The slow movement benefited from a similar lack of self-indulgence. Aimard struck an excellent balance – or generated a compelling dialectic – between ‘simplicity’ of expression and the ‘involved’ complexity of Brahms’s thematic working. If the orchestra were often relatively subdued, that is not necessarily a bad thing. Besides, Brahms’s music and his thought lie mostly beneath the surface, as one could hear, assuming a willingness to make the necessary effort. In that context, the great climax could be appreciated, indeed felt as absolute necessity, all the more strongly. Again, a fine balance was struck in the finale: between weight and fleetness of foot. It was perhaps surprisingly flexible in tempo, with a strong flavour of the ‘Hungarian’ Brahms. This, like the rest of the performance, was certainly not ‘heart-on-sleeve’ Brahms, but that is a good thing; there are few worse musical experiences than having Brahms sound like Tchaikovsky. (Tchaikovsky, on the other hand, often benefits from being made to sound a little more like Brahms.) One notable slip from the pianist could readily be forgiven, especially given that it seemed to incite Aimard to greater precision and forcefulness thereafter, heralding if not quite the end, then a magnificent account of the cadenza. This, then, was a genuinely interesting performance. I am not claiming that I should always wish to hear it like this, but Gilels and Jochum, to take perhaps the finest recorded performance, will not disappear any day soon. Above all, I was made to think.    

 
I wondered how such an approach would transfer itself to the Eroica. After all, the last thing we in our present condition need is non-committal Beethoven, which might have been a danger. However, whilst Dohnányi’s account might certainly be better described as having belonged to the more ‘objective’ end of the spectrum – or better, a spectrum –  it nevertheless proved highly involving, again through intelligent and often intense immersion in the musical material and its development. This was not the Beethoven of, say, Barenboim or Furtwängler, but by the same token there was nothing neutral to it either. It is probably fair to say, moreover, that the Philharmonia strings were on better form here than in the Brahms, when on occasion they had sounded a little wiry; indeed, the orchestra as a whole sounded wonderfully fresh. Praise of articulation often seems today to imply something fussy, even – God help us! – Harnoncourt-like; here, however, there was no point-scoring, just a fine degree of attention to the notes and to their particular connection with one another. From the very opening, the Philharmonia offered playing that was cultivated in the best sense: not unduly polite, but by the same token preferring musical over gestural means. Subtlety of dynamic contrast was a particular hallmark of Dohnányi’s approach, allied to rather than opposed to the work’s structure. Likewise, rhythm was allied to harmony rather than overpowering it, as too often happens in fashionable present-day performances.

 
The slow movement certainly told of tragedy, but in general – though not generalised – terms rather than the specifically political.

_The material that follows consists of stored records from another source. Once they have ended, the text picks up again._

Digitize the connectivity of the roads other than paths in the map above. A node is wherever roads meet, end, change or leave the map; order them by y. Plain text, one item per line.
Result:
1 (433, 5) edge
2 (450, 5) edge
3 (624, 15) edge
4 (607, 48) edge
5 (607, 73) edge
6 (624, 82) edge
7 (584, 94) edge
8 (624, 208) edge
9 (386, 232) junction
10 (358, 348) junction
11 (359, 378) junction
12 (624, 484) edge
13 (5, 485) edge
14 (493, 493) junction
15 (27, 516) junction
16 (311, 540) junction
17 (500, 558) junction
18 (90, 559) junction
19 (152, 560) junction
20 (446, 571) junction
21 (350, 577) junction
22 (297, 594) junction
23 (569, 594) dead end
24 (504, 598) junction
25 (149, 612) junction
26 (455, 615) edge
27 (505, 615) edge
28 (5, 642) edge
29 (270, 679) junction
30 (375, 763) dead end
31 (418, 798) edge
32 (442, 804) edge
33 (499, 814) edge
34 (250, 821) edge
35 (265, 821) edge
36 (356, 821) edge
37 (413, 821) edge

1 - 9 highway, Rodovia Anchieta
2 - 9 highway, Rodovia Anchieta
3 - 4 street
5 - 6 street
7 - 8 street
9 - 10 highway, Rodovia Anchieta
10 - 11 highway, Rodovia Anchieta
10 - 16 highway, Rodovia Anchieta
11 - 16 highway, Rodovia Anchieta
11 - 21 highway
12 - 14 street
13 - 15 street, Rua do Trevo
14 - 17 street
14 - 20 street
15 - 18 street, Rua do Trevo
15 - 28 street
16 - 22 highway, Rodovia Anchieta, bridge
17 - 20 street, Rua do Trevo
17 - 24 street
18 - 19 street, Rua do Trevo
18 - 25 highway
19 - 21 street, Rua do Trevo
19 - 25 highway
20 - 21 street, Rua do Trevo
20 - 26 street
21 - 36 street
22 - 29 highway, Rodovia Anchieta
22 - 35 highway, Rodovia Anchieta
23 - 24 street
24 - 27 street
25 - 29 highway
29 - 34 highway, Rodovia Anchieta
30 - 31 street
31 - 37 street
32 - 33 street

This was not Wagnerian Beethoven, but crucially it was not emptied of its content; one was moved through means it would be tempting to relate to ‘absolute music’, were that not now so ideologically tainted a term. The Philharmonia woodwind often sounded exquisite, yet not in a deliberately ear-catching fashion, being fully integrated into the musical argument. The scherzo was fast without being hard-driven or frenetic. Rhythm again proved generative within a broader musical context. Horns were everything one might have hoped for in the trio, vernal heralds of German Romanticism, without entirely having left their Mozartian roots behind – much like the work itself. In the finale, Dohnányi judged very well the balance between individual characterisation of variations and longer line. One neither forgot that, obvious point though this might be, that this is a set of variations, nor lost sight of Beethoven’s musical teleology.